### What the task requires
Filter the records below for the word "roads". Copy each line that holds it.

══════

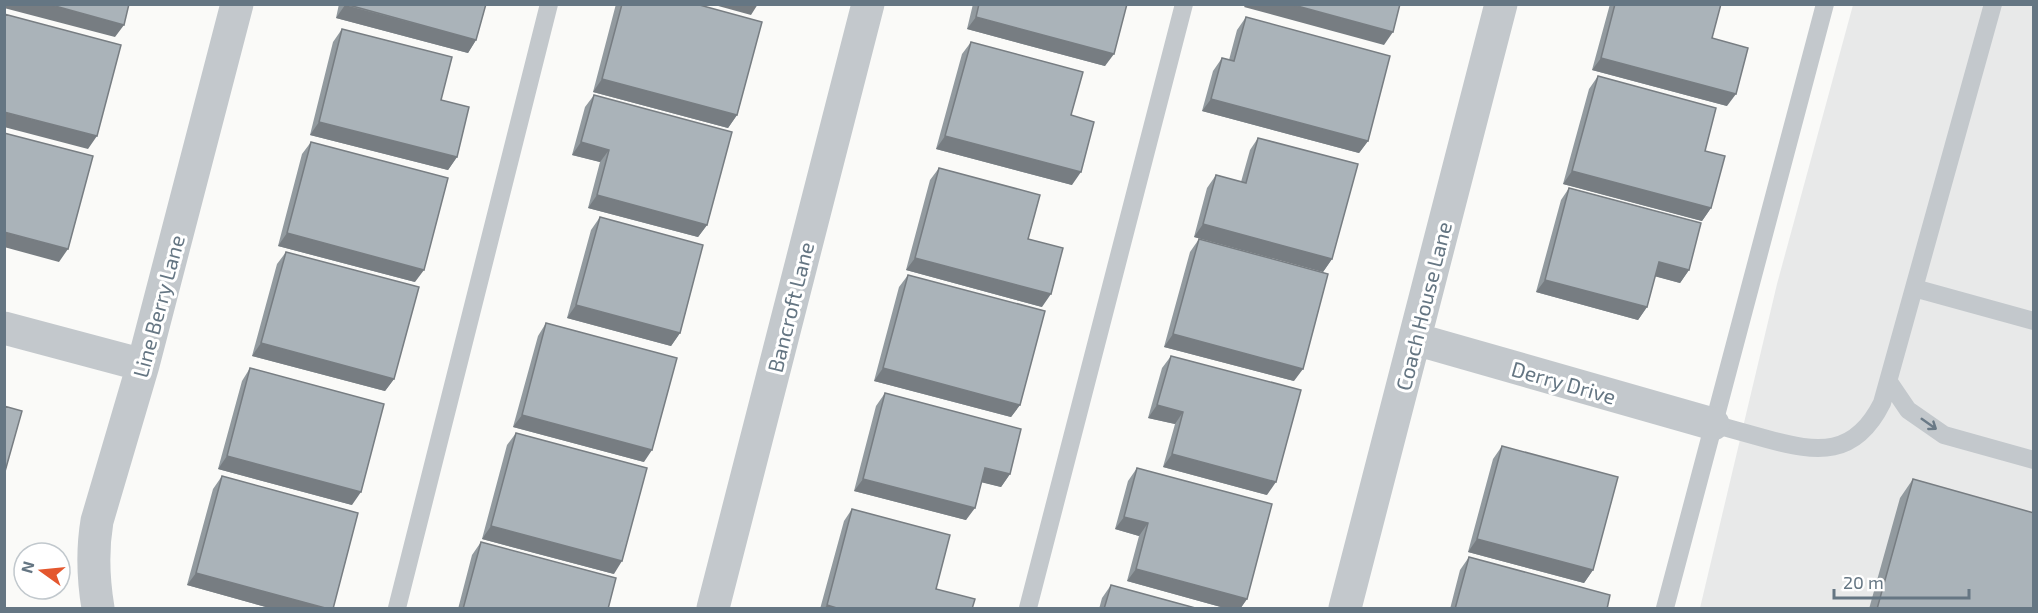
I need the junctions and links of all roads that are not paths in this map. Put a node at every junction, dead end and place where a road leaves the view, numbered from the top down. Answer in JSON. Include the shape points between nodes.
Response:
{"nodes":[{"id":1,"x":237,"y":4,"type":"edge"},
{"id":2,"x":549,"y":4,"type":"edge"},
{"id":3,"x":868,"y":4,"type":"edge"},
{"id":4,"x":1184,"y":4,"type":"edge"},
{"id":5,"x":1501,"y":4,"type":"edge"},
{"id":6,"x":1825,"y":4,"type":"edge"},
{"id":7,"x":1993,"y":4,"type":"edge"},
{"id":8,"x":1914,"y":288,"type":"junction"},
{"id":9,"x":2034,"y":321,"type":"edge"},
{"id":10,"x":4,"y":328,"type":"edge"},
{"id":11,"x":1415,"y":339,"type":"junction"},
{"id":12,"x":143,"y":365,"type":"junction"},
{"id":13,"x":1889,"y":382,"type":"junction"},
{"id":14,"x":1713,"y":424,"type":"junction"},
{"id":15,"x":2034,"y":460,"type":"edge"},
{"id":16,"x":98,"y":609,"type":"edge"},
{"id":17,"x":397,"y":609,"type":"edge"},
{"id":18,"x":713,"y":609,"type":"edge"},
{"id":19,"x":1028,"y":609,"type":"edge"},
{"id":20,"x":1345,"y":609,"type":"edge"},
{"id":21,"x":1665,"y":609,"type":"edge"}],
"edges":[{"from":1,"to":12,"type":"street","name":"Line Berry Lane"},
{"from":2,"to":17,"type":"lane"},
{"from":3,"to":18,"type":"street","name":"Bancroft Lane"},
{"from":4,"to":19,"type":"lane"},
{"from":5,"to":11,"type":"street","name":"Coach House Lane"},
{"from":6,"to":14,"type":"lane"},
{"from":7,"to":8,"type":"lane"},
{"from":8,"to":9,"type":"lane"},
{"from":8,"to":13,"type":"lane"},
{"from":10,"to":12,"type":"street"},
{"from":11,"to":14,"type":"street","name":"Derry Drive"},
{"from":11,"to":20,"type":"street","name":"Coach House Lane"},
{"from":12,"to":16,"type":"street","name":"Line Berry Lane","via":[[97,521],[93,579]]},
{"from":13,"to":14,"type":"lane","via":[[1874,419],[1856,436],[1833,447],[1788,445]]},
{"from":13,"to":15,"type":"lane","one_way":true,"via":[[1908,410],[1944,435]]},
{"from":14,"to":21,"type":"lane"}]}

══════

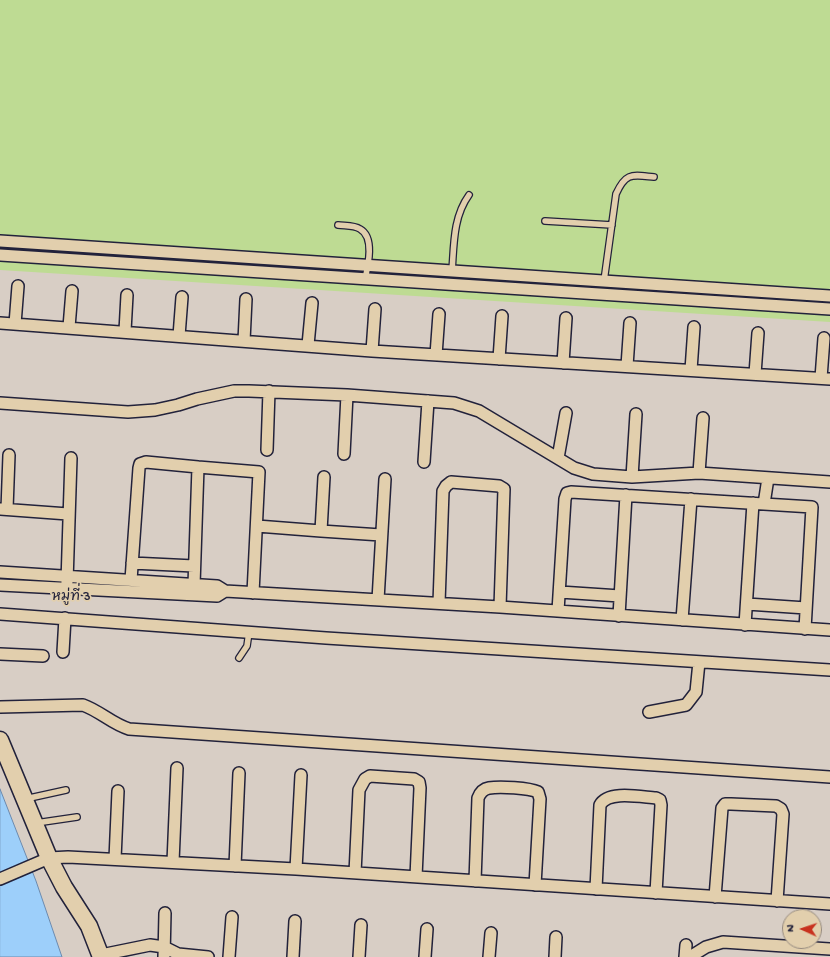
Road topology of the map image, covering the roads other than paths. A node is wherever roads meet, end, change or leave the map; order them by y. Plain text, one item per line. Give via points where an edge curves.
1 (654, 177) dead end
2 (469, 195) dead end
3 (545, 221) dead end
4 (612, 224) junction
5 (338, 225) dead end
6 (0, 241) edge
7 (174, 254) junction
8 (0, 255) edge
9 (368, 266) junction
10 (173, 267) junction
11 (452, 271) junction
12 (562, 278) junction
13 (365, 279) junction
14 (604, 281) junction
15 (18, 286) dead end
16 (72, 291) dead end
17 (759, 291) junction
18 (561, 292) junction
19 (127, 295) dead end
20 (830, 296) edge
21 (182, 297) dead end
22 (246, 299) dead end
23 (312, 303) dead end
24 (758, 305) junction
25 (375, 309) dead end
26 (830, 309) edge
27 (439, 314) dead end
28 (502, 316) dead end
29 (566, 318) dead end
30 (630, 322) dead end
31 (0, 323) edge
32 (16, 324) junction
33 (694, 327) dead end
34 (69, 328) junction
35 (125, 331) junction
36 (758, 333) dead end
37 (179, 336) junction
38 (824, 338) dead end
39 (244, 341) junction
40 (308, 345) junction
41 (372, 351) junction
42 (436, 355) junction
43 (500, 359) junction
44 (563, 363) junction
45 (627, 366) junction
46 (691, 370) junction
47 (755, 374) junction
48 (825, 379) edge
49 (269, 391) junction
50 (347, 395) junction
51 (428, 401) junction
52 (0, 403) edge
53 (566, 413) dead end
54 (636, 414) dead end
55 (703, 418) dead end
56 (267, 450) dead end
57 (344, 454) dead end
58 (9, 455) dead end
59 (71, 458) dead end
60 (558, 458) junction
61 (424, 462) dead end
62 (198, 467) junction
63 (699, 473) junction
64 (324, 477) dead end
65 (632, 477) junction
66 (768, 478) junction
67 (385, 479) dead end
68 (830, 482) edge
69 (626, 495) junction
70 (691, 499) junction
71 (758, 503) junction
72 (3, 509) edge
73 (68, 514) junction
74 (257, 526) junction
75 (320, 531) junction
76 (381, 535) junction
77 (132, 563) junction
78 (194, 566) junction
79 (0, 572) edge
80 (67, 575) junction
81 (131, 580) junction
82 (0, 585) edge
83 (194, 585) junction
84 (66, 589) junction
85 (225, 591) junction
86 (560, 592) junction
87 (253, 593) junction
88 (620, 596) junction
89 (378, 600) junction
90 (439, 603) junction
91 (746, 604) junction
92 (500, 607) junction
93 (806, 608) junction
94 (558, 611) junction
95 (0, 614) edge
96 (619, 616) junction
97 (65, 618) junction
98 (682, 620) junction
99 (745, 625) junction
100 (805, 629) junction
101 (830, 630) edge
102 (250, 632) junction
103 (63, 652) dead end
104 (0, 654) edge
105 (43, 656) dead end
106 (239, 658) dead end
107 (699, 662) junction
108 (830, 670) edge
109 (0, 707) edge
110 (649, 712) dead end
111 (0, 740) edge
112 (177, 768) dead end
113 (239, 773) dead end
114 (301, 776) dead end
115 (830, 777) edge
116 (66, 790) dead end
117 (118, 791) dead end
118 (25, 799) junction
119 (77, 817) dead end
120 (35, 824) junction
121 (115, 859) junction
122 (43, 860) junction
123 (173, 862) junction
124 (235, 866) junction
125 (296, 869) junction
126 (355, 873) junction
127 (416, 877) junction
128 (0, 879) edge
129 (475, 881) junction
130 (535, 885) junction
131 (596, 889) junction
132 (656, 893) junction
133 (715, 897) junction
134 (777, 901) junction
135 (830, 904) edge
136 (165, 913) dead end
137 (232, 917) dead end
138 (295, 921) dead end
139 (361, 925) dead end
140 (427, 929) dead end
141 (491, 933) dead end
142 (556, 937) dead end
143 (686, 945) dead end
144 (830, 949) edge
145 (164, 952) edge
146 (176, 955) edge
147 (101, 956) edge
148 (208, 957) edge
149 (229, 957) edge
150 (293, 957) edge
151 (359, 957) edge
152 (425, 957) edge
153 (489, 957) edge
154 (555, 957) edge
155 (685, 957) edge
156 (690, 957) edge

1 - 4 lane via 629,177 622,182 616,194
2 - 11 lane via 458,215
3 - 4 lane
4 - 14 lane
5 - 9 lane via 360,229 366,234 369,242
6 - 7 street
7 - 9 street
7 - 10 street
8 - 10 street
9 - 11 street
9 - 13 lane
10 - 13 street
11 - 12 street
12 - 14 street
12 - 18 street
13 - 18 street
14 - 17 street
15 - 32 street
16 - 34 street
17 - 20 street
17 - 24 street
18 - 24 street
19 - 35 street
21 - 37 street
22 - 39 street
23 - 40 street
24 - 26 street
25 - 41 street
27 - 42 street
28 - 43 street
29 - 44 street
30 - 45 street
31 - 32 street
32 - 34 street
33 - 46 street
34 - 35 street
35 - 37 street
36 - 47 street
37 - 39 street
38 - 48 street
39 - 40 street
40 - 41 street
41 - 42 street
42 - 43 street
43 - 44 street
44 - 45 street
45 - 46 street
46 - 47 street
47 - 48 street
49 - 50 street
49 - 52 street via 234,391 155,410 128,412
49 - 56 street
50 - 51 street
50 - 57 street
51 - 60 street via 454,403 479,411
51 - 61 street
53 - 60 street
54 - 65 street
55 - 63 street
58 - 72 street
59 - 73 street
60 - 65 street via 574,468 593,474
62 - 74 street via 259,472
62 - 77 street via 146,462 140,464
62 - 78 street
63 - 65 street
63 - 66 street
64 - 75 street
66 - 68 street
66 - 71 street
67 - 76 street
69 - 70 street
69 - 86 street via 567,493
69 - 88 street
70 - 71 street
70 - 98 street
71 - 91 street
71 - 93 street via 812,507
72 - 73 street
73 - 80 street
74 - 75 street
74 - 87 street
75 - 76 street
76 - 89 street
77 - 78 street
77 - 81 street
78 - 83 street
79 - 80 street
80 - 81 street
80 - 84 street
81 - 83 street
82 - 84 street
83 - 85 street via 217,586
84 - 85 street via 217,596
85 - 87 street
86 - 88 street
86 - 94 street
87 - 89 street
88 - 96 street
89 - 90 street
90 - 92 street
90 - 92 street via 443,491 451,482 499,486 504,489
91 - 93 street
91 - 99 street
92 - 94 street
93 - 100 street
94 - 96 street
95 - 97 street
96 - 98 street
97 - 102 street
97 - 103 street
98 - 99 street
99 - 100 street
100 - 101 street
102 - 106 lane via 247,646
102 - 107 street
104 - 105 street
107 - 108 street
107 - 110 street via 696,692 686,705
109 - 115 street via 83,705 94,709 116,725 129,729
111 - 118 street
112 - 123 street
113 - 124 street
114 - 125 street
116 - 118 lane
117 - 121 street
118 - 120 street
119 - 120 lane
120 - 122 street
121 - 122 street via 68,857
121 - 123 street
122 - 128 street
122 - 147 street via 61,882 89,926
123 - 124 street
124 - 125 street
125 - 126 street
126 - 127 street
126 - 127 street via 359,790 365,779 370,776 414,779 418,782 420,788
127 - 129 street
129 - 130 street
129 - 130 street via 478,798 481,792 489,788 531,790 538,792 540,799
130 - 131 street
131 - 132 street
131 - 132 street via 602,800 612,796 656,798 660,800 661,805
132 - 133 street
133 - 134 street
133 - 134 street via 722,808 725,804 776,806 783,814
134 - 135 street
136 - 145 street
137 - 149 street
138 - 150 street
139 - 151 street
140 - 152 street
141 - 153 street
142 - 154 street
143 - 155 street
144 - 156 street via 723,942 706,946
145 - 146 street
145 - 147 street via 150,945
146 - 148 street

══════

### Exercise answer
I need the junctions and links of all roads that are not paths in this map. Put a node at every junction, dead end and place where a road leaves the view, numbered from the top down. Answer in JSON. Include the shape points between nodes.
Road topology of the map image, covering the roads other than paths. A node is wherever roads meet, end, change or leave the map; order them by y. Plain text, one item per line. Give via points where an edge curves.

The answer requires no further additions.